The rover, named Curiosity, will investigate the possibility of life on the Red Planet. It will search for organic chemistry and determine if its landing site, the Gale crater, could have ever had water. The 100-mile-wide Gale crater is composed of layered rock, with the bottom layers made of clays and sulfates, and upper layers containing Martian dust.

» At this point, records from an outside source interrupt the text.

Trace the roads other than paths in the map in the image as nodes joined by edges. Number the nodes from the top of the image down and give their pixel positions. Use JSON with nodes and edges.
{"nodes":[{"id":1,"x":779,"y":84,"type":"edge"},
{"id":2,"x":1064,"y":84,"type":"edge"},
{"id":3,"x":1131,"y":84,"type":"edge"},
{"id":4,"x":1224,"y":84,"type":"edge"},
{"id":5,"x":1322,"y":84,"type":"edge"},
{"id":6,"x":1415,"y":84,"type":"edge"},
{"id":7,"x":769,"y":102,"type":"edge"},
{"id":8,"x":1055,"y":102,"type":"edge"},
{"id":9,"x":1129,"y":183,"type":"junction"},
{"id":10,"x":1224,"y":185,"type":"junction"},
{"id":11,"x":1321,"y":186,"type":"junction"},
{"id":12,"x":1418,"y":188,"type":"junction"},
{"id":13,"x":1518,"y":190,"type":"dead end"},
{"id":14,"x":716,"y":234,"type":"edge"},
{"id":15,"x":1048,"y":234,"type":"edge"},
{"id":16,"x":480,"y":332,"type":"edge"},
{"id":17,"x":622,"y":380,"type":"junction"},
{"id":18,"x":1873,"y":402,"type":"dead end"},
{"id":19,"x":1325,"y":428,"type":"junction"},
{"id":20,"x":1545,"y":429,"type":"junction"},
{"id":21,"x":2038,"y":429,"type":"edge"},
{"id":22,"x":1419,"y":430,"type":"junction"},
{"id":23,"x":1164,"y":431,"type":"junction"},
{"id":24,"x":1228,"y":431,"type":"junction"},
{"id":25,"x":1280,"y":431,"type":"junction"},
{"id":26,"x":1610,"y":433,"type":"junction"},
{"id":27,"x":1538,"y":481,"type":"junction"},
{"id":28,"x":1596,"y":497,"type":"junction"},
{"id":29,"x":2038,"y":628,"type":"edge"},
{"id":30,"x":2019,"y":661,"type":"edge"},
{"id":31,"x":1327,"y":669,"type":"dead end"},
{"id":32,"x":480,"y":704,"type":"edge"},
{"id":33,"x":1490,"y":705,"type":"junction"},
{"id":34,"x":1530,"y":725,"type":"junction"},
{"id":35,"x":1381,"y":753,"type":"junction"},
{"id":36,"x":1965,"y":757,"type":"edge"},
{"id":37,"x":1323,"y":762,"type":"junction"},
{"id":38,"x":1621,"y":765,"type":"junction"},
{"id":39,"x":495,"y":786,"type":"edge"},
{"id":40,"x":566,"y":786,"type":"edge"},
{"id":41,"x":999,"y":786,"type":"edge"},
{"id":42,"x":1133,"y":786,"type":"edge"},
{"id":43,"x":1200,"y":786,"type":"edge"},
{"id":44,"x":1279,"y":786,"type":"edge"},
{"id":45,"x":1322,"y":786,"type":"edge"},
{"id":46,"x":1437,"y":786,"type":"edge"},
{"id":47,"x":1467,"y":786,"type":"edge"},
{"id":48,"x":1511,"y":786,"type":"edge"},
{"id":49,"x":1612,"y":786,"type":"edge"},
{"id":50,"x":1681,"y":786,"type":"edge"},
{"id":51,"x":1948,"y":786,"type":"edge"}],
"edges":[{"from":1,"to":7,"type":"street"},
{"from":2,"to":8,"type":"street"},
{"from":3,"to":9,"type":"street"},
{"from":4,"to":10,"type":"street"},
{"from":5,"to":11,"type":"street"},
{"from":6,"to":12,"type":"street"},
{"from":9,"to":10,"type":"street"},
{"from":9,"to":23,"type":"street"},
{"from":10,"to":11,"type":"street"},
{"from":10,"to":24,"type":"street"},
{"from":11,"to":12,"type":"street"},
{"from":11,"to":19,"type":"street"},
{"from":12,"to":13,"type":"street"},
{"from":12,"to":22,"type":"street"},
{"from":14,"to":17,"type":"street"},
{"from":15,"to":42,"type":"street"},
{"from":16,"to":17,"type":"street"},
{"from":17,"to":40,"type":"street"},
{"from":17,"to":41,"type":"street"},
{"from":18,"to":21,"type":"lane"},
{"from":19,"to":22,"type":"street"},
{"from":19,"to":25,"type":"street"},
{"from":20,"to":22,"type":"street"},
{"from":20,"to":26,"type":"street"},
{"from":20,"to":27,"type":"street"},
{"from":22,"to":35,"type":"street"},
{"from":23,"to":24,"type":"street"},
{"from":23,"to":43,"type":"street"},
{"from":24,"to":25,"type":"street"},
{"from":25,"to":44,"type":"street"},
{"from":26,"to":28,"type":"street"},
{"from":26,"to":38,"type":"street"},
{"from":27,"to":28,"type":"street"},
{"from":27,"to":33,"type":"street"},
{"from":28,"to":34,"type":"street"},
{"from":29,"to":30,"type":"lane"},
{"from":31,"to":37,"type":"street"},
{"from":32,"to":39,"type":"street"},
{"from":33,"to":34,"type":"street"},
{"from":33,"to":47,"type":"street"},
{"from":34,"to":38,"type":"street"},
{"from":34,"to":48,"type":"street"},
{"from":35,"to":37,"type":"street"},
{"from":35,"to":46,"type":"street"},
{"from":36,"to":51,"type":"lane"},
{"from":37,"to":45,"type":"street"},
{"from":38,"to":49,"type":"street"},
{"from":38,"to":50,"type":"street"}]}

Launching on a United Launch Alliance Atlas 5 rocket from Florida’s Space Coast on the day after Thanksgiving (Nov. 25), Curiosity is twice as long and five times as massive as Mars rovers Spirit and Opportunity, with a mass of 1 ton. The rover will carry a set of 10 science instruments massing 15 times as much as previous missions’ science payloads. Curiosity also has a 2-meter arm that can place sensors on Martian rocks to examine their chemical composition. More specifically, it will have the ability to drill inside rocks and deliver samples back to the laboratory instruments inside the rover, a breakthrough in Mars exploration.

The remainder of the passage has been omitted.